New Jersey is working on a plan to better protect its coast and inland waterways from the effects of sea level rise and severe storms.
The state Department of Environmental Protection said Tuesday it will seek input from residents, businesses and coastal sciences over the next year. The resulting plan will become a blueprint for protecting lives and property by guiding state policies, regulations, resources and funding with sea level rise in mind.
It comes as pockets of the shoreline still have not fully recovered from Superstorm Sandy six years ago, and it attempts to address an issue on which environmentalists and scientists have long sought action.
“Our coast is an ecological and economic treasure, integral to our identity as a state,” said DEP Commissioner Catherine McCabe. “Faced with the realities of global warming and sea level rise, it is imperative that we put in place a cohesive, integrated plan that safeguards this treasure.”

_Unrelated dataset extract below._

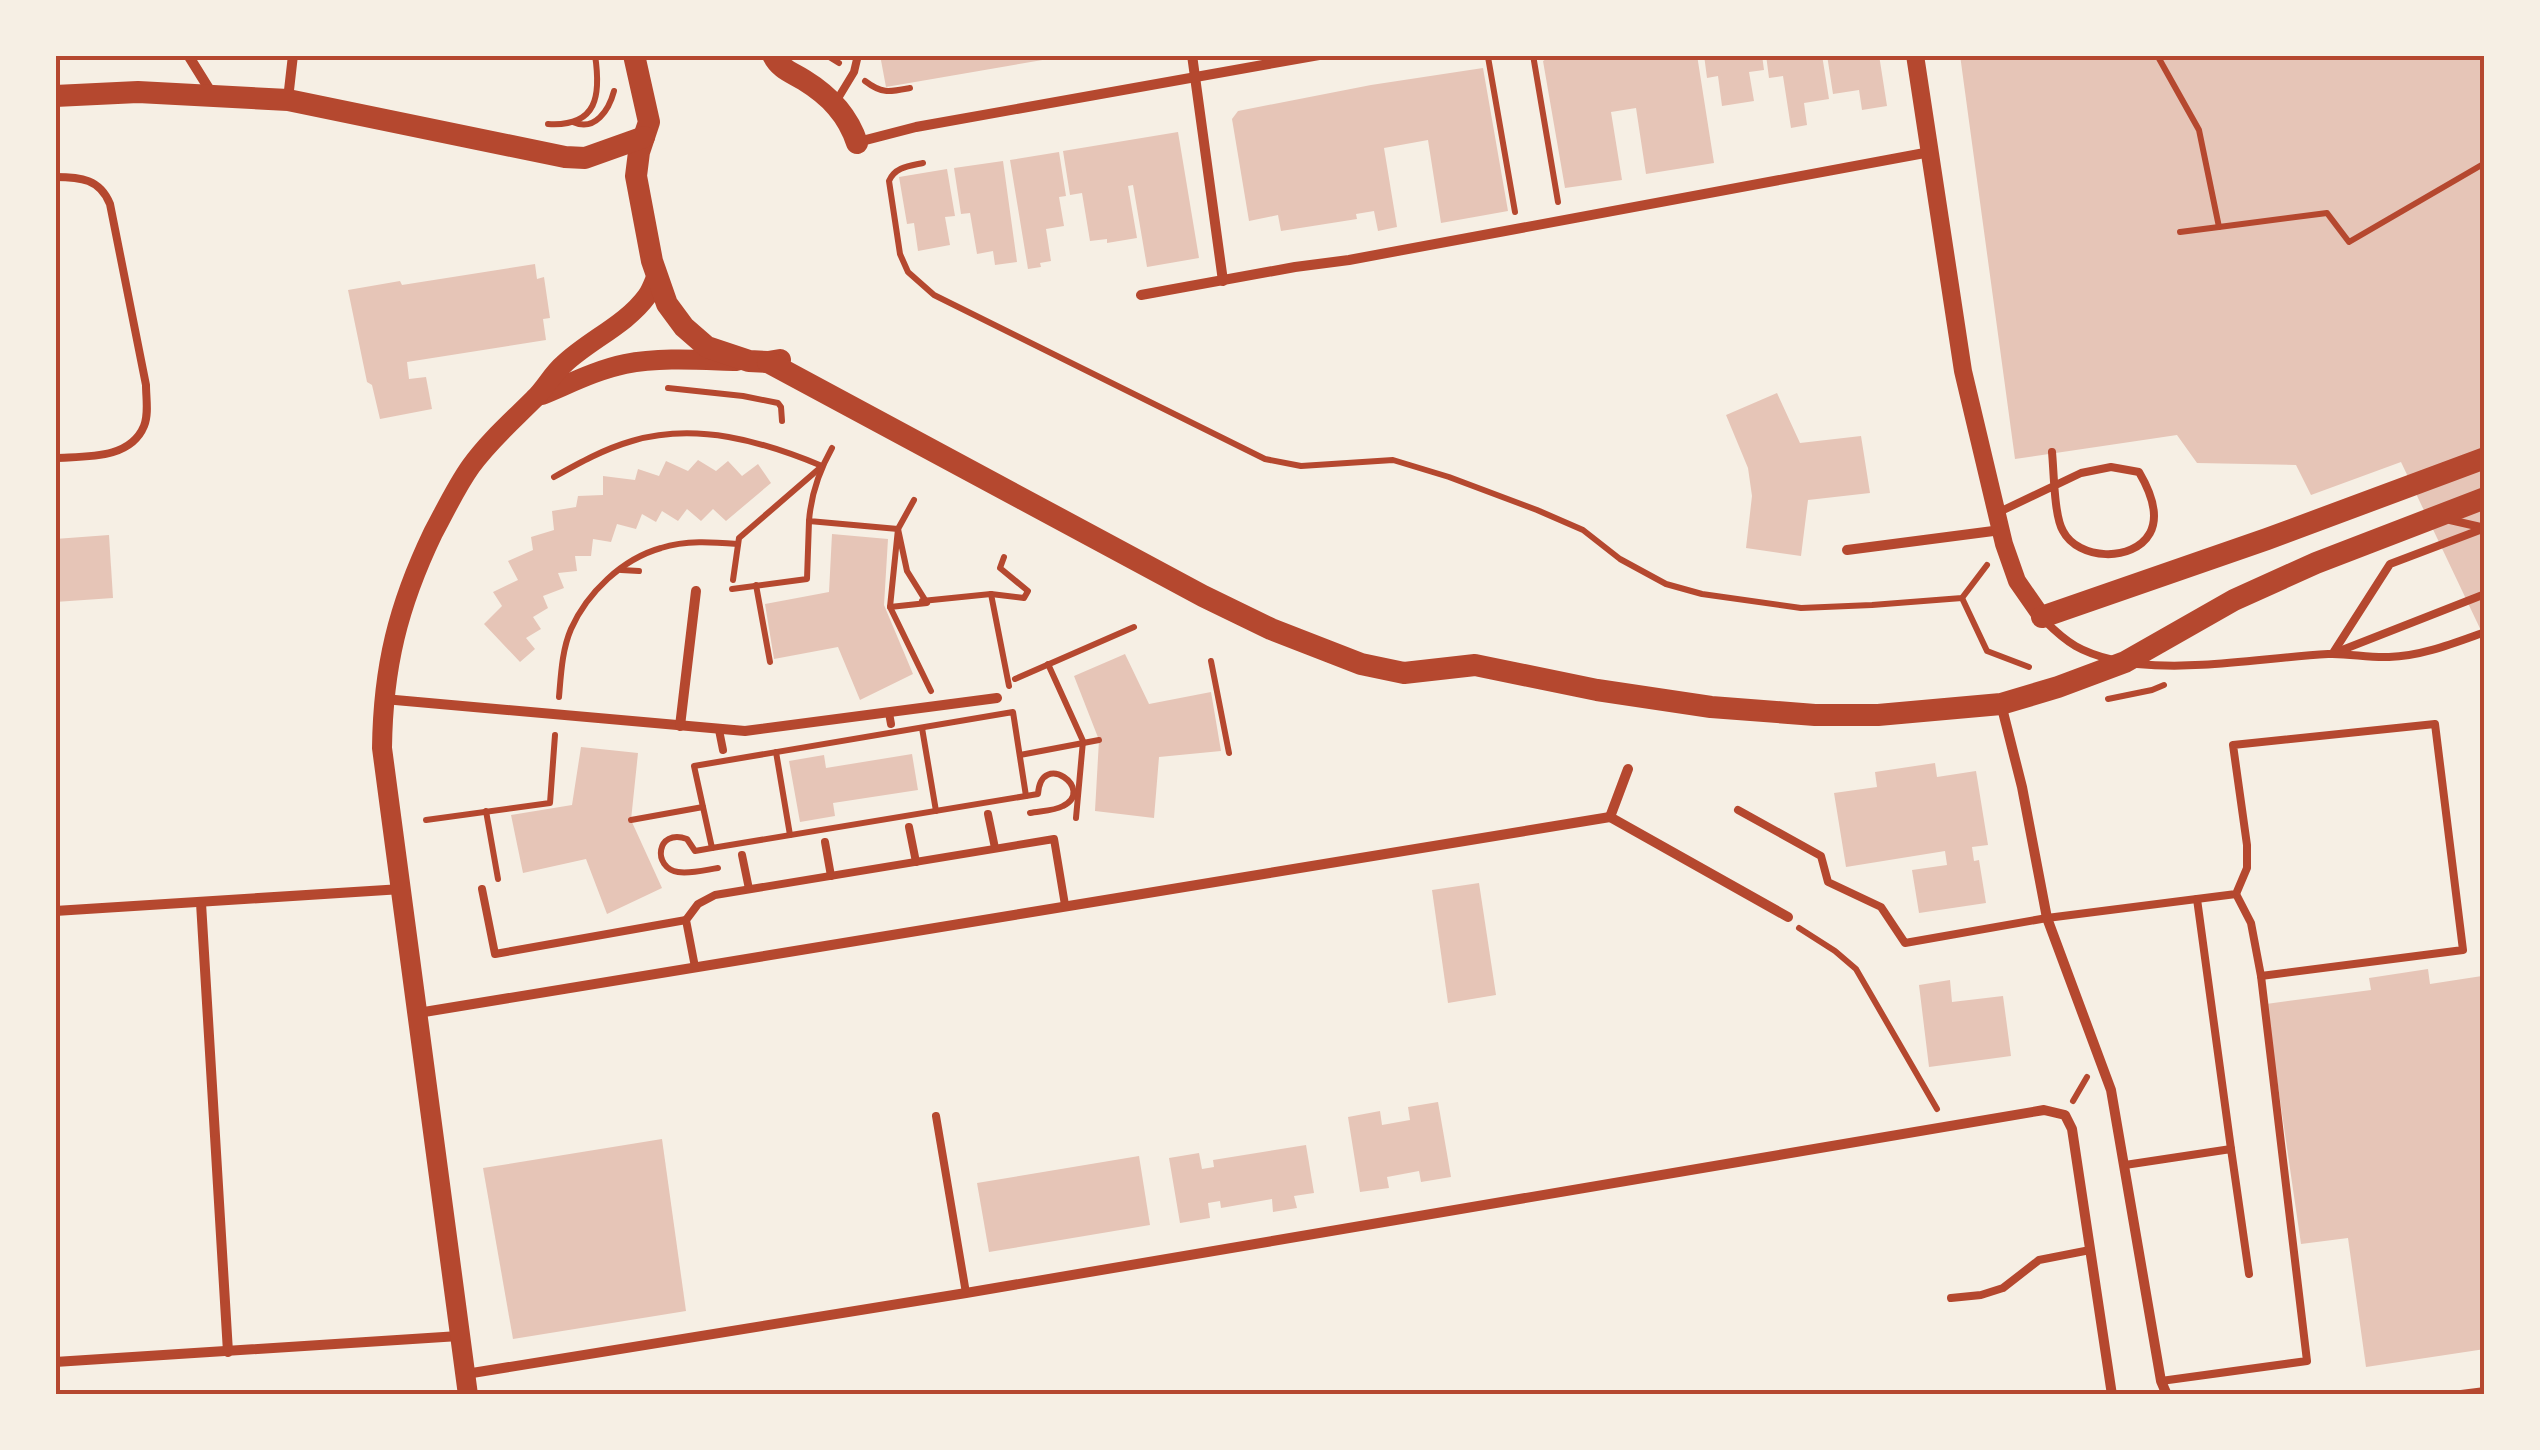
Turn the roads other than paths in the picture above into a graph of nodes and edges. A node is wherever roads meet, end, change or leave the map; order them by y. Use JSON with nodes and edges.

The plan includes grants of up to $200,000 each for four regional planning teams to identify and implement solutions to coastal and river flooding. The regional groups are: Jersey City, Newark, Hoboken and Bayonne; Middlesex County, including Old Bridge, Perth Amboy, Sayreville, South River, Woodbridge and the lower Raritan watershed; Long Beach Island; and the Atlantic City area, including Brigantine, where Sandy made landfall in 2012, Ventnor, Margate, Longport, Northfield, and Pleasantville.

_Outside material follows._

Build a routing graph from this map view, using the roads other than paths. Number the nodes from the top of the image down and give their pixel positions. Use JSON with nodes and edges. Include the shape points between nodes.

Funding for the regional studies comes from the U.S. Department of Housing and Urban Development’s National Disaster Resilience grant program.
“It’s great that they’re recognizing the need for the state to plan for increased resiliency of our coastal communities,” said Tim Dillingham, executive director of the American Littoral Society. “Digging in your heels and saying you’re ‘Stronger Than the Storm’ is a short-sighted strategy guaranteed to get us in trouble in the future,” he said, referring to former Republican Gov. Chris Christie’s post-Sandy recovery slogan.
Jeff Tittel, director of the New Jersey Sierra Club, called the plan a good start, but said a greater sense of urgency is needed to implement policies that adapt to rising seas. The plan came the day after the release of a study by scientists at Rutgers University and elsewhere that predicted that global average sea levels could rise by nearly 8 feet by 2100, and 50 feet by 2300 if greenhouse gas emissions remain high.